** What to work on **
Scan the material below for the word "West", then copy every line in which it appears.
Exercise material below:
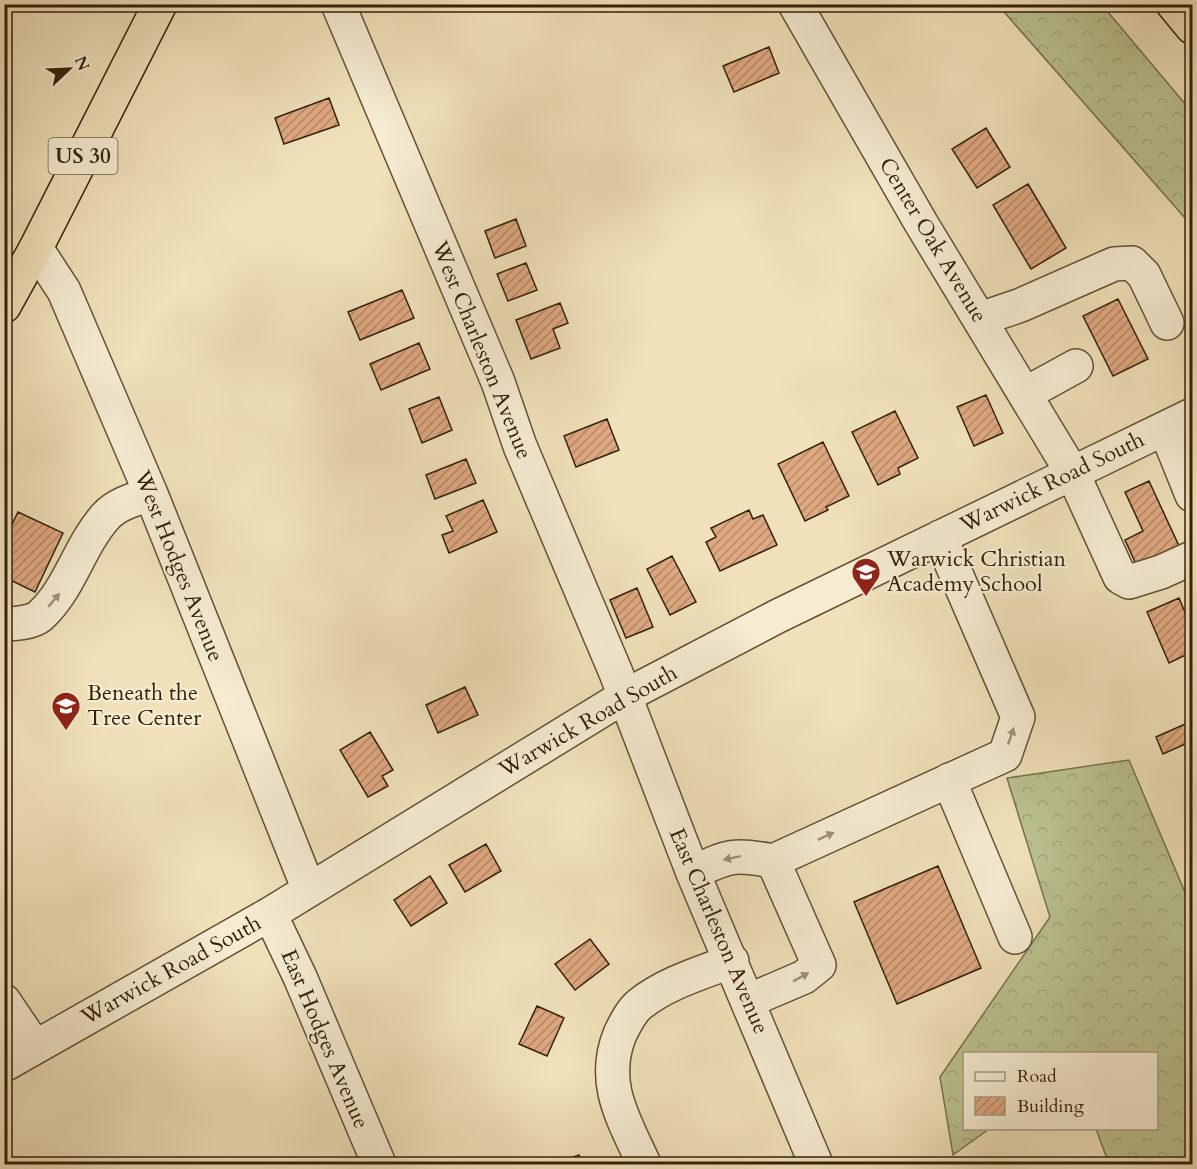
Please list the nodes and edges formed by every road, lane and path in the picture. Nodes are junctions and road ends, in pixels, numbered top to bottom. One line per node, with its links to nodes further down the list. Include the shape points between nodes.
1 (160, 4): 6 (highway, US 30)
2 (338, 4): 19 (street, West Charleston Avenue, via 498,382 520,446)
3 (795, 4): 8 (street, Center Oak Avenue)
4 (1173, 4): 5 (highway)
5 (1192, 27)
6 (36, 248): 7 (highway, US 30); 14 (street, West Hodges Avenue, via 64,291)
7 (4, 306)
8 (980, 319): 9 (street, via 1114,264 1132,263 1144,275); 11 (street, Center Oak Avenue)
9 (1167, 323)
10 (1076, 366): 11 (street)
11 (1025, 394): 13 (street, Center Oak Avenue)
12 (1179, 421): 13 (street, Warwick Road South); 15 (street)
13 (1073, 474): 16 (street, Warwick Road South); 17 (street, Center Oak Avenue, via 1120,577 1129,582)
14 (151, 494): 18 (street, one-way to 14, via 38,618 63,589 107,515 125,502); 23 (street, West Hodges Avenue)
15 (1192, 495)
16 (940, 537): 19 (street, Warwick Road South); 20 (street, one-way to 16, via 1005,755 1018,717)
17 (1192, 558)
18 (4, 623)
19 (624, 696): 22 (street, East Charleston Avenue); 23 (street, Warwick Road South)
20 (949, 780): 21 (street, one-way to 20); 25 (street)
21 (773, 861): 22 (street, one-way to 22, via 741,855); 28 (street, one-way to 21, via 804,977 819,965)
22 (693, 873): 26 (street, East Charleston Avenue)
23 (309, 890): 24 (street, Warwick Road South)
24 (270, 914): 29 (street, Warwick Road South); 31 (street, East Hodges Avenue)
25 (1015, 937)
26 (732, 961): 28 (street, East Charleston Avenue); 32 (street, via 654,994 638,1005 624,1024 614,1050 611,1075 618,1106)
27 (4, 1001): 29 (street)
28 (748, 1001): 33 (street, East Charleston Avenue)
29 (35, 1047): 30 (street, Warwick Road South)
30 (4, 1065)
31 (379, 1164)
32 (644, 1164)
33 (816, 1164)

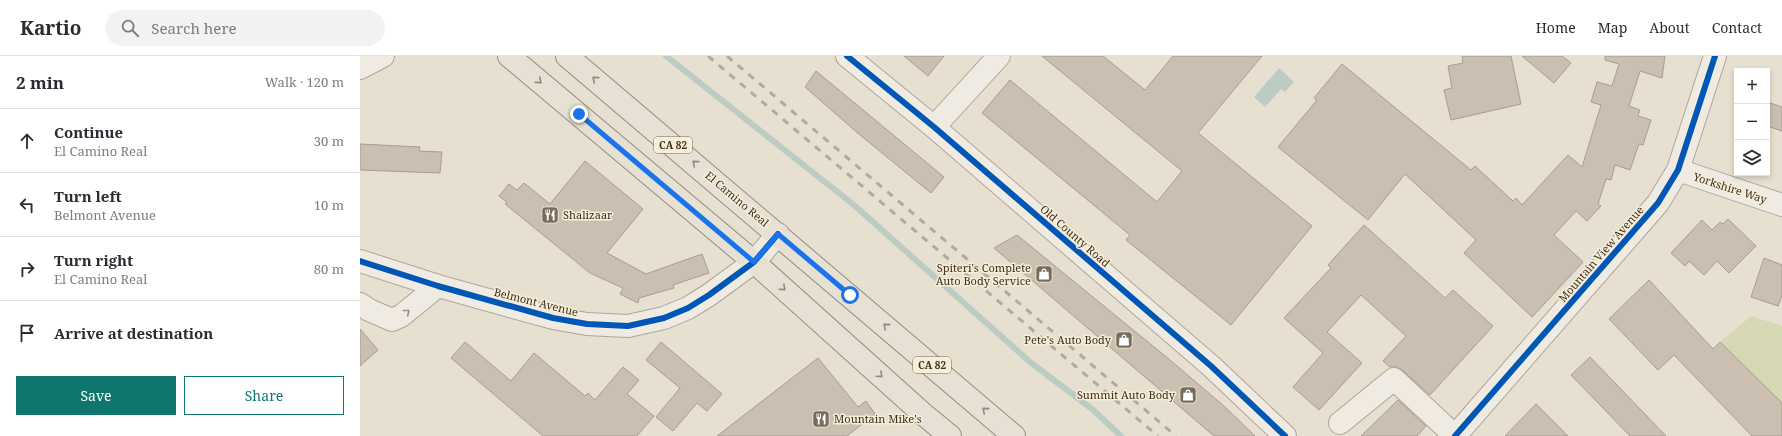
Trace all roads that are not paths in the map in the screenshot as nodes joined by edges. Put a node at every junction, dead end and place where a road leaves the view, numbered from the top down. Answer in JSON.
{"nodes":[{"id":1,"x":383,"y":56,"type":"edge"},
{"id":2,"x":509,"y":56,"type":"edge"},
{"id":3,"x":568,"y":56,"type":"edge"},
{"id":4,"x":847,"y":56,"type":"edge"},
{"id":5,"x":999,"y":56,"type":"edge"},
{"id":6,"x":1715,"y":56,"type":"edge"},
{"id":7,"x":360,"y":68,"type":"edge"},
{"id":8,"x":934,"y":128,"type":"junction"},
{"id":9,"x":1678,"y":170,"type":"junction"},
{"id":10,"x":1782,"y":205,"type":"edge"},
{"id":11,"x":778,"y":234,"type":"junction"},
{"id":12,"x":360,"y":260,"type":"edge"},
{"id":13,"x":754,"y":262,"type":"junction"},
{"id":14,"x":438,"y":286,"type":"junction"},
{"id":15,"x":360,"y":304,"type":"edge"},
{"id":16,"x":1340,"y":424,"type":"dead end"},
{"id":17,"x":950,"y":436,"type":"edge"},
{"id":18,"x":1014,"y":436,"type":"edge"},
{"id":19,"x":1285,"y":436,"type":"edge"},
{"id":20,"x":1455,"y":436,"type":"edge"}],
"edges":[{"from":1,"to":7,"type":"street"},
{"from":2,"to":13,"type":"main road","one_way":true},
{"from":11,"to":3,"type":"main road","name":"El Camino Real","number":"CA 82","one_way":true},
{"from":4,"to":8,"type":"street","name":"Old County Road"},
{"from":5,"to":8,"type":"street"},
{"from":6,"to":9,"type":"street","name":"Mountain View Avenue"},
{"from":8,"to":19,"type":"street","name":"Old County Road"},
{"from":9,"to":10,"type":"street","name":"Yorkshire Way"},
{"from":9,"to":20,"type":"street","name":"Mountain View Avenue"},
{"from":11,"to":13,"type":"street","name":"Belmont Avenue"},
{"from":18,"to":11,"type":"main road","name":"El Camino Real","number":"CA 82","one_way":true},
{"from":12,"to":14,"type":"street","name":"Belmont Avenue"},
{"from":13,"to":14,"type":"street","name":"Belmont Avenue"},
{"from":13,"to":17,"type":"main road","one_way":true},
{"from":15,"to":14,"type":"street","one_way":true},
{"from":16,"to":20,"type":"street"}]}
End of Exercise material.
** Task answer **
2 (338, 4): 19 (street, West Charleston Avenue, via 498,382 520,446)
6 (36, 248): 7 (highway, US 30); 14 (street, West Hodges Avenue, via 64,291)
14 (151, 494): 18 (street, one-way to 14, via 38,618 63,589 107,515 125,502); 23 (street, West Hodges Avenue)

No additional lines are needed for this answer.